He can’t take any more. The thought of what this woman was doing—it’s horrific. He walks quickly out of the house.

Rom is waiting for him outside the cordon. He stands on the other side of the blue and white tape.

“Anything?” she asks.

“I don’t know. Nothing obvious. And you don’t want to go in there. She’s … it’s … fucked up,” he manages.

She looks toward the house. Her face is pale with worry. Jamie knows exactly what she’s thinking.

Adam is still missing.

“I’ll go back in,” he says. “Keep looking.”

“I’m coming with you.”

He hesitates, going to stop her, then lets it go. So many protocols have been broken already, what’s one more?
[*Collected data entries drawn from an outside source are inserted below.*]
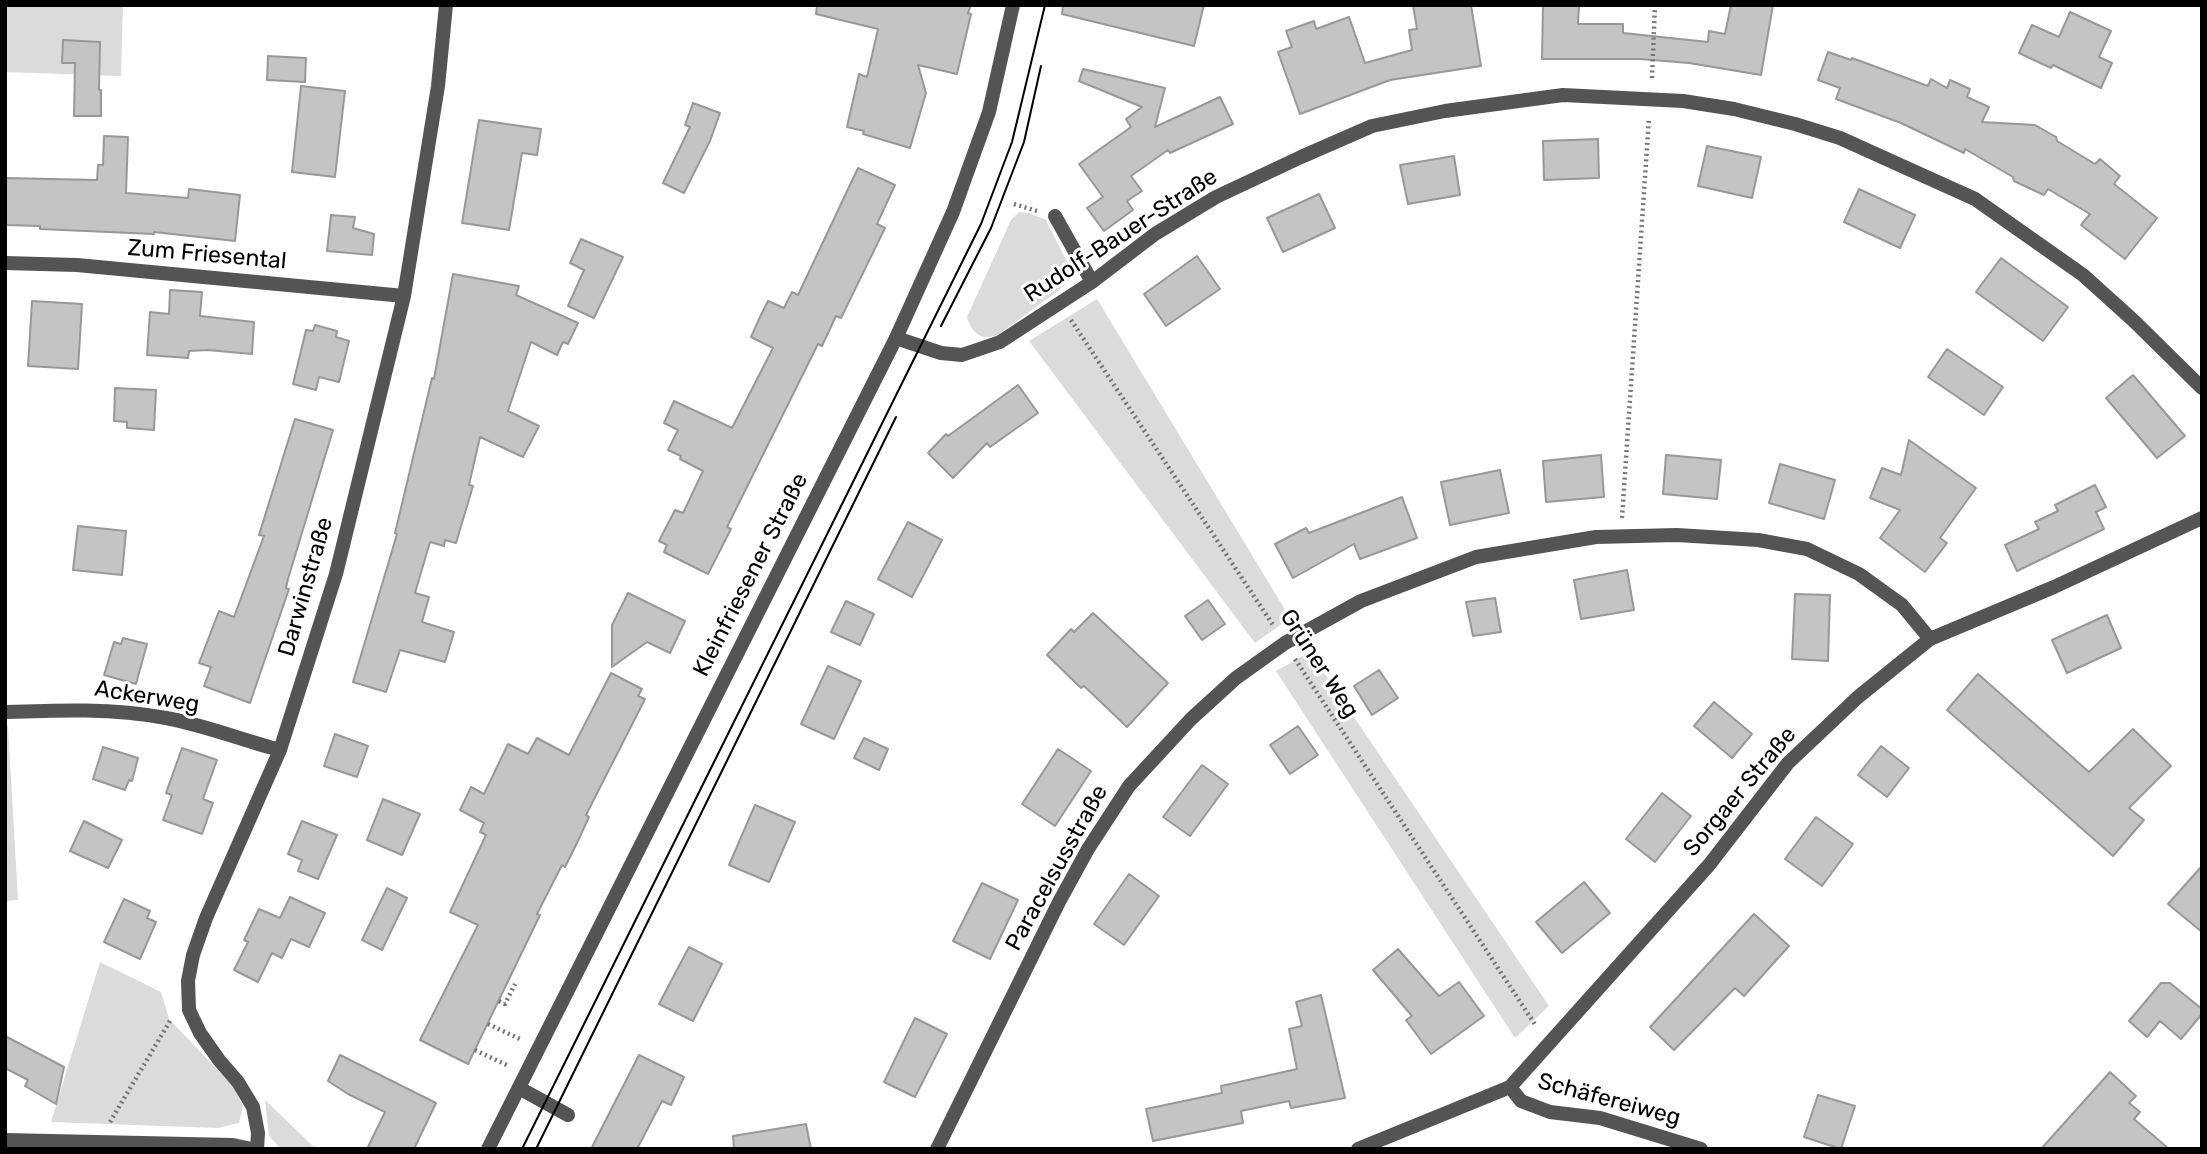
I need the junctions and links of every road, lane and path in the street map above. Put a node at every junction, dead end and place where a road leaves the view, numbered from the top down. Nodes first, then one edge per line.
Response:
1 (446, 5) edge
2 (1013, 5) edge
3 (1656, 5) edge
4 (1650, 99) junction
5 (1055, 216) dead end
6 (5, 263) edge
7 (1092, 282) junction
8 (404, 296) junction
9 (1060, 303) junction
10 (896, 338) junction
11 (2202, 388) edge
12 (2202, 519) edge
13 (1621, 536) junction
14 (1930, 639) junction
15 (1284, 643) junction
16 (5, 712) edge
17 (279, 750) junction
18 (515, 984) dead end
19 (499, 1001) dead end
20 (189, 1010) junction
21 (488, 1024) dead end
22 (1548, 1044) junction
23 (538, 1049) junction
24 (475, 1050) dead end
25 (522, 1081) junction
26 (1510, 1087) junction
27 (568, 1115) dead end
28 (5, 1140) edge
29 (98, 1142) junction
30 (72, 1145) edge
31 (254, 1149) edge
32 (488, 1149) edge
33 (937, 1149) edge
34 (1358, 1149) edge
35 (1702, 1149) edge

1 - 8 street, Darwinstraße
2 - 10 street, Kleinfriesener Straße
3 - 4 path
4 - 7 street, Rudolf-Bauer-Straße
4 - 11 street, Rudolf-Bauer-Straße
4 - 13 path
5 - 7 street
6 - 8 street, Zum Friesental
7 - 9 street, Rudolf-Bauer-Straße
8 - 17 street, Darwinstraße
9 - 10 street, Rudolf-Bauer-Straße
9 - 15 path, Grüner Weg
10 - 23 street, Kleinfriesener Straße
12 - 14 street, Sorgaer Straße
13 - 14 street, Paracelsusstraße
13 - 15 street, Paracelsusstraße
14 - 22 street, Sorgaer Straße
15 - 22 path, Grüner Weg
15 - 33 street, Paracelsusstraße
16 - 17 street, Ackerweg
17 - 20 street, Darwinstraße
18 - 19 path
20 - 29 path
20 - 31 street, Darwinstraße
21 - 23 path
22 - 26 street, Sorgaer Straße
23 - 25 street, Kleinfriesener Straße
24 - 25 path
25 - 27 street
25 - 32 street, Kleinfriesener Straße
26 - 34 street, Sorgaer Straße
26 - 35 street, Schäfereiweg
28 - 30 street
29 - 30 street
29 - 31 street

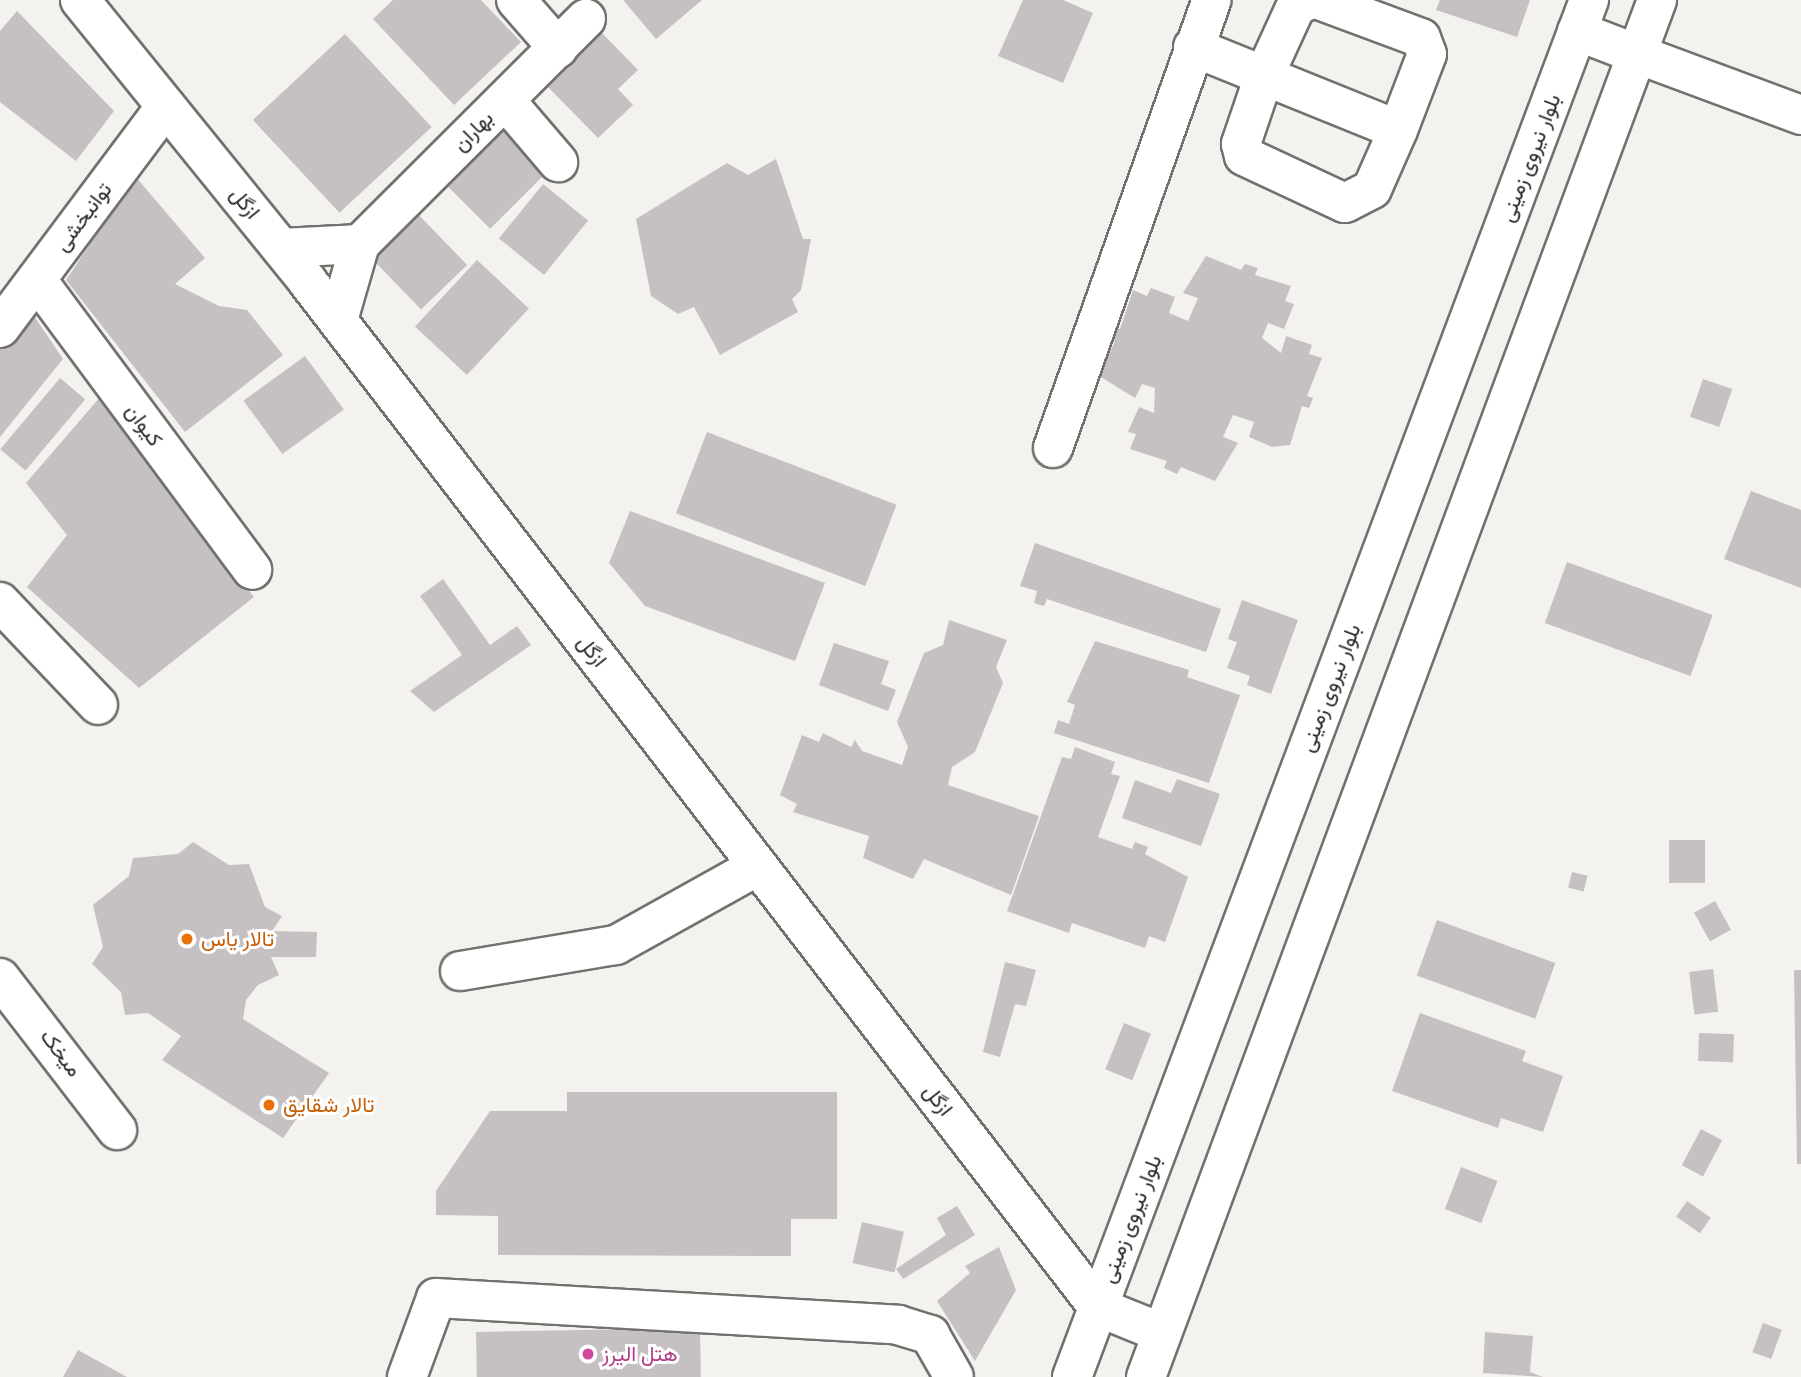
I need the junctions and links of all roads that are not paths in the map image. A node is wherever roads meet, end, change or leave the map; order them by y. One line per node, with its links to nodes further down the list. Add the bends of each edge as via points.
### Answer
1 (80, 0): 14 (main road, ازگل)
2 (516, 0): 10 (main road)
3 (1212, 0): 9 (main road)
4 (1309, 0): 12 (main road, via 1296,6)
5 (1319, 0): 16 (main road, via 1421,38 1427,54)
6 (1657, 0): 11 (main road)
7 (1583, 16): 11 (main road); 31 (main road, بلوار نیروی زمینی)
8 (586, 19): 10 (main road, بهاران)
9 (1194, 47): 12 (main road); 23 (main road)
10 (558, 48): 13 (main road, بهاران)
11 (1637, 54): 15 (main road); 32 (main road)
12 (1264, 76): 16 (main road); 16 (main road, via 1241,144 1244,156 1345,203 1372,189)
13 (505, 100): 17 (main road); 18 (main road, بهاران)
14 (166, 106): 19 (main road, ازگل); 20 (main road, توانبخشی)
15 (1801, 115)
16 (1398, 130)
17 (558, 162)
18 (360, 244): 19 (main road); 21 (main road)
19 (281, 248): 21 (main road, ازگل)
20 (37, 280): 22 (main road, توانبخشی); 24 (main road, کیوان)
21 (338, 320): 27 (main road, ازگل)
22 (2, 322)
23 (1053, 448)
24 (252, 570)
25 (0, 601): 26 (main road)
26 (98, 705)
27 (758, 866): 28 (main road, via 616,945); 31 (main road, ازگل)
28 (460, 971)
29 (0, 978): 30 (main road, میخک)
30 (117, 1130)
31 (1098, 1307): 32 (main road); 35 (main road, بلوار نیروی زمینی)
32 (1162, 1333): 36 (main road)
33 (407, 1377): 34 (main road, via 436,1298 898,1325 930,1335)
34 (954, 1377)
35 (1072, 1377)
36 (1146, 1377)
And two heads are better than one.

“Suit up,” he says.

He can’t bear to go back in the house, so he makes a turn around the side and through the wooden back gate. Romilly follows him, hesitantly, Jamie’s flashlight illuminating their way. The garden is neglected, and he walks across the tiny lawn to the shed at the end. No more than a small wooden box, with a window on one side. He tries the door, it’s padlocked, so he puts his gloved hands against the glass and peers through, shining the beam of the flashlight inside. He can’t see much. A set of metal shelving, boxes and tools jumbled across. A black wetsuit, hanging at the back. A surfboard. What looks like a lifejacket next to loops of dark green rope. He looks at it for a second, then turns to Romilly. She’s doing the same, squinting through the window.

“How do we make sense of all of this, Rom?” he asks. He can feel himself shaking. Panic threatens. There’s too much evidence, not enough time.

He feels suffocated in the crime scene suit, his breath hot. He pulls the mask off, gasping for air, then slumps on the grass in the darkness, putting his head between his knees.

He feels Romilly sit down next to him, then place a steadying hand on his shoulder.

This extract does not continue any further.